Use python to access all U.S. caselaw through the Harvard Law School Library Caselaw Access Project.

PyClerk is a Python package that simplifies accessing the Caselaw Access Project's Web API (CAPAPI). Its goal it to reduce the necessary overhead to accessing CAPAPI from reading their detailed but dense documentation to simply importing a python package and trying out a few lines of code.

The current alpha version provides this simplicity for the Cases endpoint, especially for the single case API. While this is somewhat limited functionality compared to the full CAPAPI, this initial release will enable users to access the core data of CAP without leaving Python.

Trying Out PyClerk

The the completed project is hosted on the Python Package Index (PyPi).

Installing and trying PyClerk is easy. You'll need Python 3 installed as well as its package manager 'pip'. Some machines come with Python 2 installed as default as an OS dependency. On these, you may need to replace pip in the instructions with pip3. In a terminal window, or in a python virtual environment if you prefer:

  • install PyClerk: pip install pyclerk

  • start a Python console: python3

  • import pyclerk and create a PyClerk instance:

    import pyclerk
    pc = pyclerk.PyClerk()
    json, body = pc.cases.single_case(435800)  # This returns a specific case, with internal id # 435800
    
  • the final command will return two data structures json and body

  • json is the content reply from the Caselaw Access Project API, assuming the API returns a valid status code.

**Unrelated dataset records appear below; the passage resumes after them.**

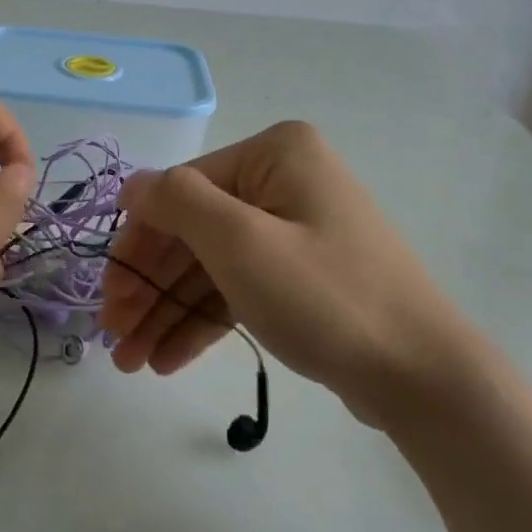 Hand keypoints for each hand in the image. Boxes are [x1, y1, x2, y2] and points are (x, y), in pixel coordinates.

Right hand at [98, 121, 486, 430]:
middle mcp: (283, 182)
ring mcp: (294, 231)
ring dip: (168, 312)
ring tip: (132, 363)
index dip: (137, 243)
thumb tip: (133, 184)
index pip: (182, 191)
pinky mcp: (301, 276)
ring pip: (211, 267)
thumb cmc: (325, 296)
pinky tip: (167, 360)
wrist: (423, 375)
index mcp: (274, 155)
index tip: (107, 296)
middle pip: (194, 233)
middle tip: (113, 338)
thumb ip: (177, 203)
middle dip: (149, 288)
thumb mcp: (240, 243)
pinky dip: (203, 322)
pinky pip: (238, 289) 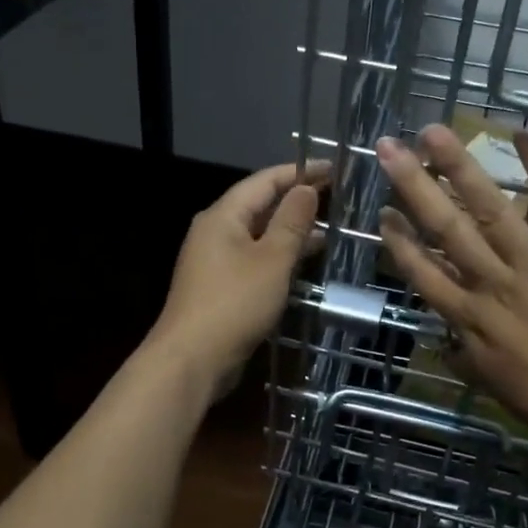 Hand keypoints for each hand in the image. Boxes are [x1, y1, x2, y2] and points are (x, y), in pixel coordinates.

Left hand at [147, 159, 330, 397]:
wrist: (192, 359)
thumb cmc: (234, 303)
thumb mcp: (272, 260)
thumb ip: (292, 222)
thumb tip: (306, 189)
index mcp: (223, 216)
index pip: (264, 181)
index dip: (299, 172)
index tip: (332, 168)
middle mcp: (215, 232)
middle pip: (259, 205)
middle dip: (296, 201)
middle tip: (335, 197)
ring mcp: (214, 260)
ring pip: (258, 235)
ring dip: (290, 231)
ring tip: (329, 231)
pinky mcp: (219, 287)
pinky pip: (253, 259)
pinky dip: (278, 256)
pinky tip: (302, 264)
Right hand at [375, 125, 527, 454]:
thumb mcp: (488, 382)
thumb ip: (463, 351)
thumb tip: (445, 335)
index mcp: (468, 317)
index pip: (421, 271)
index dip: (397, 240)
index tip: (380, 211)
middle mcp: (492, 283)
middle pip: (444, 228)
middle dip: (412, 185)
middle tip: (387, 147)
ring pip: (489, 208)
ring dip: (458, 167)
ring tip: (433, 132)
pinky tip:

If it doesn't, the appropriate error is raised. This contains case metadata as a json object, with the content of the case as an entry in this structure represented as a bytestring.

  • body is the content of the case deparsed to be easier to manipulate in Python.

Getting More Advanced

  • from there, explore the docs to expand to include new parameters, new types of searches, and more!
  • or, browse the CAPAPI root to identify additional functionality that you need for your project.
  • you can also interface directly with the API through PyClerk without using the custom functions or classes:
import pyclerk
pc = pyclerk.PyClerk()

# Write out a custom API Query
custom_url = "https://api.case.law/v1/YOUR CUSTOM REQUEST HERE"
# Send that request to CAPAPI and get a text response
response = pc.custom_endpoint.send_request(custom_url)
# Parse that response into json and a custom body class
json, body = pc.custom_endpoint.format_response(response)

Expanding PyClerk

PyClerk is still under active development. That means you might find a bug or identify new functionality your project needs. The Caselaw Access Project might also update their API to a new version or change various functionality.

  • If you find a bug, please file an issue here.
  • If you need a new feature, you can file a feature request as an issue, or you can go implement it yourself! Just fork the project, add the feature, and submit a pull-request. I'd love some help.
  • If the problem is with the CAPAPI itself, please let them know here.

Documentation

Documentation is super important to this project--the whole goal is ease of use for new coders. That requires good documentation!

Rendered versions of documentation are available through ReadTheDocs. It includes both high-level descriptions and overviews (like the installation and first uses instructions above) and rendered versions of the docstrings that accompany the classes and functions in the package.

To rebulid the documentation:

  • Generate latest raw API docs:

sphinx-apidoc -e -o docs/source/api pyclerk

sphinx-apidoc -e -o docs/source/api/endpoints pyclerk/endpoint_types

  • Build the docs: make html

Future Growth

The obvious case for future growth is the inclusion of all available endpoints, such as:

  • bulk
  • citations
  • courts
  • jurisdictions
  • ngrams
  • reporters
  • user_history
  • volumes
  • and any others CAP may choose to unveil.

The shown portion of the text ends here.